I totally get the struggle. I’ve had clients who blew their whole reno budget on a surprise plumbing disaster, so now I always tell folks to expect the unexpected. Do you ever factor in home upgrades as part of your “just in case” fund, or is it strictly for emergencies? Sometimes it’s hard to draw that line...
PUTTING MONEY ASIDE "JUST IN CASE" OR RELYING ON CREDIT CARDS?
I actually think there’s a big difference between an emergency fund and saving for upgrades. For me, “just in case” money is for stuff like a busted water heater or storm damage—things you can’t really plan for. Upgrades, like redoing a bathroom, feel more like planned expenses and I’d rather save separately for those. Credit cards are tempting, but the interest can be brutal if you’re not careful... Do you really want to risk paying double for that new kitchen if something else goes wrong?
PUTTING MONEY ASIDE "JUST IN CASE" OR RELYING ON CREDIT CARDS?
Totally get what you mean. I’ve seen people rush into kitchen renos on credit, then a pipe bursts and suddenly they’re juggling debt and repairs. I always tell clients—dream big, but stash some cash for the “uh-oh” moments. It’s not as fun as picking tile, but it saves a lot of stress down the road.
“dream big, but stash some cash for the ‘uh-oh’ moments. It’s not as fun as picking tile, but it saves a lot of stress down the road.”
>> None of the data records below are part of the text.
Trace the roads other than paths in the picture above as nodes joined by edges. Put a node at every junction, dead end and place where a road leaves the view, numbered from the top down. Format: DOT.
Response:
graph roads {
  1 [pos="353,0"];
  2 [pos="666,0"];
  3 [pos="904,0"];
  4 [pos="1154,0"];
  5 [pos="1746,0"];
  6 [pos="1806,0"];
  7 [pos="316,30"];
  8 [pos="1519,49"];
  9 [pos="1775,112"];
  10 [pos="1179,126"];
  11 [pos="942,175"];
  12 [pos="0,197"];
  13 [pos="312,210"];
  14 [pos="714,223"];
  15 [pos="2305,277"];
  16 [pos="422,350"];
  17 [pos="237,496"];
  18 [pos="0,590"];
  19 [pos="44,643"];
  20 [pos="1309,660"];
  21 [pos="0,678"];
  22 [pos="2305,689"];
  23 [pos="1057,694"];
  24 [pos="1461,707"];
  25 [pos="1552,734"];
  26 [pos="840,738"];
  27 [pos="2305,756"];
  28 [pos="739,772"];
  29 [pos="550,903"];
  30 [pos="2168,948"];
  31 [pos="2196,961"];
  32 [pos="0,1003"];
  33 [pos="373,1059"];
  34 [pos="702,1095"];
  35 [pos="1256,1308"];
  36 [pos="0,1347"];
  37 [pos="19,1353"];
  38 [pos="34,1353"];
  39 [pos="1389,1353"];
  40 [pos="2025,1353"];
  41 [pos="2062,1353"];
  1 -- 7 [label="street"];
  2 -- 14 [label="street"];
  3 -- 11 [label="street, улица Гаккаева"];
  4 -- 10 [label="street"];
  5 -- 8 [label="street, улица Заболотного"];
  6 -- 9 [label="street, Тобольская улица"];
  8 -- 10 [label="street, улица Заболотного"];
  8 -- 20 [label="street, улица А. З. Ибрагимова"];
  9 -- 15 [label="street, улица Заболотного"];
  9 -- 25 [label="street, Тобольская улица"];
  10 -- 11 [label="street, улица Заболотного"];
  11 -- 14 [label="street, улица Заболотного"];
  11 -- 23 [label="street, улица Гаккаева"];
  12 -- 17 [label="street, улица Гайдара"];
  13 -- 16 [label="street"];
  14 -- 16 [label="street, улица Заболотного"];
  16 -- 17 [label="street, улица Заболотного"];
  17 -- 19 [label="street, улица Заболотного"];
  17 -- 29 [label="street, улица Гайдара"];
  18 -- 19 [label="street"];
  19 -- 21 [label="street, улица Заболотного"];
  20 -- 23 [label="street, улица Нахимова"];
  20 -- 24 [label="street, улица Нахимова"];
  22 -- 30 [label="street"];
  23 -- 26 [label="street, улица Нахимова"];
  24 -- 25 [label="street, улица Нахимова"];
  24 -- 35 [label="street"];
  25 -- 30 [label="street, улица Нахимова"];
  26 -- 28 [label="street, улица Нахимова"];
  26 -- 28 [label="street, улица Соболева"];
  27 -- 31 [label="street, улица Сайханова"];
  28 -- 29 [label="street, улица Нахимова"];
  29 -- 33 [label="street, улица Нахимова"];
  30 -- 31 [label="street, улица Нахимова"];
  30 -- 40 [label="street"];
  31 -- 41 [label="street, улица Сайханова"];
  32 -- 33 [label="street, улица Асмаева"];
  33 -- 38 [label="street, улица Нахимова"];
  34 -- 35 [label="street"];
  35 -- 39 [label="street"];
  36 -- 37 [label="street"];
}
Couldn’t agree more with this. When we built our place, I made a spreadsheet just for “unexpected” stuff—plumbing leaks, appliance fails, you name it. Here’s what worked for me: 1) Estimate your monthly “what if” fund (I did 2% of total build cost per year), 2) Automate transfers to a separate account, and 3) Only use credit cards if you can pay them off right away. Credit’s tempting, but those interest charges add up fast... especially when you’re already stressed about repairs.
Only use credit cards if you can pay them off right away. Credit’s tempting, but those interest charges add up fast...
That’s the part people forget—interest sneaks up. I’ve seen clients get caught off guard, especially when a major repair overlaps with a big design splurge. Even a small “uh-oh” fund can bridge the gap, and spreadsheets help track those little leaks (literally and financially). Curious—did you find 2% was enough, or did surprises still pop up?